Livre 6 — Mise en pratique complète
Comment gérer les repas de fêtes sans culpabiliser ?
Ces moments sont faits pour être appréciés — voici comment les vivre sereinement, sans dresser un plan de bataille anxiogène avant chaque occasion.
Remettre les choses en perspective
Un repas, même très copieux, représente une part infime de l'ensemble de tes repas sur l'année. Aucun repas isolé, aussi généreux soit-il, n'a d'impact significatif sur ta santé ou ton poids à long terme dans le cadre d'une alimentation globalement équilibrée le reste du temps.
Éviter le piège de la « compensation » avant/après
Se priver fortement avant un repas de fête (pour « faire de la place ») ou se punir après (restriction sévère le lendemain) entretient souvent un rapport plus compliqué à la nourriture, sans bénéfice réel sur le plan physiologique.
Se reconnecter à ses sensations, même en contexte festif
Manger lentement, savourer réellement les plats qu'on apprécie le plus plutôt que de goûter un peu de tout par automatisme, et rester à l'écoute de sa satiété (sans obligation de « tout finir » par politesse) aident à profiter pleinement sans inconfort après coup.

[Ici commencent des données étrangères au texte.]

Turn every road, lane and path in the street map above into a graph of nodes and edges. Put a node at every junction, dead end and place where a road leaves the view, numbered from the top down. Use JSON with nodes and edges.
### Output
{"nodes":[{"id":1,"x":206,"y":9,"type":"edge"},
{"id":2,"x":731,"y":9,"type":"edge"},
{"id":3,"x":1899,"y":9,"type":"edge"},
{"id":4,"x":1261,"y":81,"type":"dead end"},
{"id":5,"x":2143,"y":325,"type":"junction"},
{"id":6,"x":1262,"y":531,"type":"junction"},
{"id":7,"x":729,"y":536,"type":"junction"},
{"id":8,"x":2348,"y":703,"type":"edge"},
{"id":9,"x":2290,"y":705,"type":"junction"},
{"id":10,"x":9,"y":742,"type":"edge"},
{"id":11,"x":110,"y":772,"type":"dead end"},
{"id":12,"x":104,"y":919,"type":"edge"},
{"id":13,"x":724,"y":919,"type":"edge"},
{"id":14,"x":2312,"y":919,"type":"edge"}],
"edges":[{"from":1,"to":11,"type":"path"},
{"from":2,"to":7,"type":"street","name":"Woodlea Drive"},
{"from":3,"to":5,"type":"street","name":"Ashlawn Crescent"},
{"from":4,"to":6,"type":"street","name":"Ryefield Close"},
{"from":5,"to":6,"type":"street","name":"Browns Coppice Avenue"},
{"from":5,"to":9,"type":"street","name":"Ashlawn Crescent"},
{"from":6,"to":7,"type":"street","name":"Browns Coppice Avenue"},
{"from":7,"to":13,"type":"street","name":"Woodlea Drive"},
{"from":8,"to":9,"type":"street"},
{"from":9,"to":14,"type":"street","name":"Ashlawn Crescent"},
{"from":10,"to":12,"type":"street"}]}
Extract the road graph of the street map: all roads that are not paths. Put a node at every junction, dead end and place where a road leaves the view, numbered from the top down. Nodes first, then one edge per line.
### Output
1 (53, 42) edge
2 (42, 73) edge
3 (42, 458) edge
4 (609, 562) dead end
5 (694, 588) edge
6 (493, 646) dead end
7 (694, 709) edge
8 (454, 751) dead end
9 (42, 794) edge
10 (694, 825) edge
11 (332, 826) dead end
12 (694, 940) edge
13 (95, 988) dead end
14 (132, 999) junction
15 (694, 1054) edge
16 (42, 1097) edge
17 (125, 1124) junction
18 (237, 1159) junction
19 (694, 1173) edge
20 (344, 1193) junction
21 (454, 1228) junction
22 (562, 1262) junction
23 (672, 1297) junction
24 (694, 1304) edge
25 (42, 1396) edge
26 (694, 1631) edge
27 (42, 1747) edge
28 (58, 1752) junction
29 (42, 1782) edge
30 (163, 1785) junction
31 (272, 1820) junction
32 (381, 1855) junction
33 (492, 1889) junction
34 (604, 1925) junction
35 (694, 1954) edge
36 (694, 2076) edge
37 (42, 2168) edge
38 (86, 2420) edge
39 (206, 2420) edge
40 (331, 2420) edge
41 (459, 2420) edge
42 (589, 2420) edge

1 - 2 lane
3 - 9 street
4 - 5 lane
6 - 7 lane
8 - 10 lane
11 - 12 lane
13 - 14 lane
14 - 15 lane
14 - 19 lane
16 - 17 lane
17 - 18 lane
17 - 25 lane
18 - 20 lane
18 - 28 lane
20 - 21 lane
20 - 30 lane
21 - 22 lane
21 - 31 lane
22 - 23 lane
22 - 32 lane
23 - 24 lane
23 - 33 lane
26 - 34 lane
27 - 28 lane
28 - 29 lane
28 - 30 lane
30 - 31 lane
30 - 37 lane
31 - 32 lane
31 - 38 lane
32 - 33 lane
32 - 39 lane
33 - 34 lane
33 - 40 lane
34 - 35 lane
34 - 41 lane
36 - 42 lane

Le plaisir fait partie intégrante d'une alimentation équilibrée
Les moments de convivialité et de plaisir alimentaire ont une vraie valeur, y compris pour le bien-être psychologique — les exclure par principe au nom d'un contrôle strict n'est ni réaliste, ni forcément plus sain sur le long terme.
Ce qu'on peut retenir
Les repas de fêtes ne méritent ni plan de bataille anxieux, ni culpabilité après coup — juste la même bienveillance envers soi-même que le reste de l'année, avec la conscience que ce sont des moments ponctuels dans un tableau bien plus large.